As action on corruption resumes, a test of the commitment

July 23, 2021 - 5 minutes read

Two incidents on Thursday and another one on Friday morning have swung the spotlight back on corruption. 

The Thursday ones involved Justices Aggrey Muchelule and Said Juma Chitembwe, whose officers were stormed and searched by officers from the Directorate of Criminal Investigations before they were taken away. They were questioned for several hours and let go in the evening, with the police cagey about the reasons for their arrest, even as their lawyer, Danstan Omari, alleged harassment. The lawyer also claimed that the police officers were searching for money and had found none, suggesting that it was a matter to do with corruption. 

Friday morning’s arrest of Mathira MP Rigathi Gachagua, again by officers from the DCI, was more direct. The former civil servant has been on the radar of the authorities over some KSh12 billion spread across 42 of his bank accounts that is suspected to be proceeds of corruption. 

Mr Gachagua has of late cast himself as a close ally of the Deputy President and is among those of his supporters who say they are being persecuted on account of their support for his bid for the presidency. 

The prosecution of corruption, particularly that of senior government officials and politicians, has been among the projects that President Kenyatta was keen on as part of his legacy. He had wanted to assuage the anger amongst Kenyans that the so-called big fish responsible for the biggest corruption eventually buy their way out. 

The prosecution of former governors Mike Sonko and Ferdinand Waititu was among headline cases in that regard, but the usual delays in getting hearings going and preliminary issues have ensured little progress in the cases. The case against the former National Treasury Cabinet Secretary Henry Rotich continues to waver. 
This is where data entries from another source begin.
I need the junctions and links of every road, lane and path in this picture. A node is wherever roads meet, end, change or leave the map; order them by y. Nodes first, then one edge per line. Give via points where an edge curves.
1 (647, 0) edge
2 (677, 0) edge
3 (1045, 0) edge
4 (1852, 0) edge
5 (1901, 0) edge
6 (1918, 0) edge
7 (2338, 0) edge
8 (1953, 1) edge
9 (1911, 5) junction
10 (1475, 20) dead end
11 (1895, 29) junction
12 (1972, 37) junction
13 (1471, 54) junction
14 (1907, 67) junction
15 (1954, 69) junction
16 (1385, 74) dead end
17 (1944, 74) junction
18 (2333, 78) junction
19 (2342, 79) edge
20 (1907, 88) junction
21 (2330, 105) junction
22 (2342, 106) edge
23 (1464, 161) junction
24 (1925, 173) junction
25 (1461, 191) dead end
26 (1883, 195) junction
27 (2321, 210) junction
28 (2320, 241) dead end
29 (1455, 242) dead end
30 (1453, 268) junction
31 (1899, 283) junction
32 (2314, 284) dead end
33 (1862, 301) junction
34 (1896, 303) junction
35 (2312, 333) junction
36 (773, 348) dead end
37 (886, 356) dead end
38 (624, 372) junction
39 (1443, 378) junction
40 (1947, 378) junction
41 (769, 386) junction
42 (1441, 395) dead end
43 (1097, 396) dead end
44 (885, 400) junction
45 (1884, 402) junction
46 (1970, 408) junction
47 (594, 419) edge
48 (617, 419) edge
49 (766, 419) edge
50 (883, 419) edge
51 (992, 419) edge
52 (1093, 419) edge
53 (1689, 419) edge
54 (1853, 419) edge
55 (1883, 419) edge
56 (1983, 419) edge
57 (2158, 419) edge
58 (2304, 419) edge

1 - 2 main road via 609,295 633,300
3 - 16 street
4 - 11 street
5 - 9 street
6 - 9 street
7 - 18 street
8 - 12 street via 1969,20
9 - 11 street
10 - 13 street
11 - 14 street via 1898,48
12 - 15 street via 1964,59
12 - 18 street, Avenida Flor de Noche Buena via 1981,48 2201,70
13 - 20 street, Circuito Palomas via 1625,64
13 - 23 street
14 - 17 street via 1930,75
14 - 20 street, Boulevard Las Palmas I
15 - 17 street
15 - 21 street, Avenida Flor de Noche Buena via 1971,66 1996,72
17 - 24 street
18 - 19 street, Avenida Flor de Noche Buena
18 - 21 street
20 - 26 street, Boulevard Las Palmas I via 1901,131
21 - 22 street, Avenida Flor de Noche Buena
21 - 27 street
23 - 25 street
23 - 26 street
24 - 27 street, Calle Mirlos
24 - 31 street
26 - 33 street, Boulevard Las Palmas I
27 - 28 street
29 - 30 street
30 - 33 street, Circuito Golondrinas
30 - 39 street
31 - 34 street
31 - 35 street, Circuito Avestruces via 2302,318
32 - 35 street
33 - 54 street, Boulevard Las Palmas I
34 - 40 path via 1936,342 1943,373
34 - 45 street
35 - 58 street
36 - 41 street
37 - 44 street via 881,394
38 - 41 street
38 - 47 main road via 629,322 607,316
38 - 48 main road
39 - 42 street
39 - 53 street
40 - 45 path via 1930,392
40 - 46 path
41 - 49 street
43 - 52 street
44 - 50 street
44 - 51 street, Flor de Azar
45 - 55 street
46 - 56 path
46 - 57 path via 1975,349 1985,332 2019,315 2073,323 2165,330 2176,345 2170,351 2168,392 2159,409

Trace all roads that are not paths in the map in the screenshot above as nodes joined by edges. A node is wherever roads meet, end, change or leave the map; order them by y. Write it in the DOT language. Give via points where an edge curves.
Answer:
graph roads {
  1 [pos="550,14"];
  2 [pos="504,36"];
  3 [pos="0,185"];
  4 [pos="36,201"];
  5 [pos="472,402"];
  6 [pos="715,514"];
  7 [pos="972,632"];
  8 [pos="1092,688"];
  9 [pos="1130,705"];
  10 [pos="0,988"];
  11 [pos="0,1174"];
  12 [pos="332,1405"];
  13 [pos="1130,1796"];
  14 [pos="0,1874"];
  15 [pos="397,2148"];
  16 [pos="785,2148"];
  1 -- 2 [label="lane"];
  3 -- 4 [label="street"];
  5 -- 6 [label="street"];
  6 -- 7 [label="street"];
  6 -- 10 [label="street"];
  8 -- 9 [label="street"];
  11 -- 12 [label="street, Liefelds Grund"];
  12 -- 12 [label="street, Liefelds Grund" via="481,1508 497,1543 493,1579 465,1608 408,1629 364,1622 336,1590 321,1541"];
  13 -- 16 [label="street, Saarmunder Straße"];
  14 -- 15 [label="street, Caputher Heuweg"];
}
If they eventually get him to the dock and they prove the headline-grabbing allegations, Mr Gachagua’s case will be one to watch. The claim centers around tenders from counties and the national government, where the money would eventually end up in accounts held by Wamunyoro Investments Ltd, a company owned by Mr Gachagua and his wife, who is a pastor. 

As he fought an attempt by the Assets Recovery Agency to freeze the accounts, Mr Gachagua managed to withdraw and distribute KSh7.3 billion, leaving more than KSh5.2 billion. More than 100 people have been questioned over the course of the investigation. 

A successful prosecution is bound to uncover a lot of secret dealings, but whether it can be done successfully will be yet another test of the authorities’ competence and efficiency, and a sure legacy project.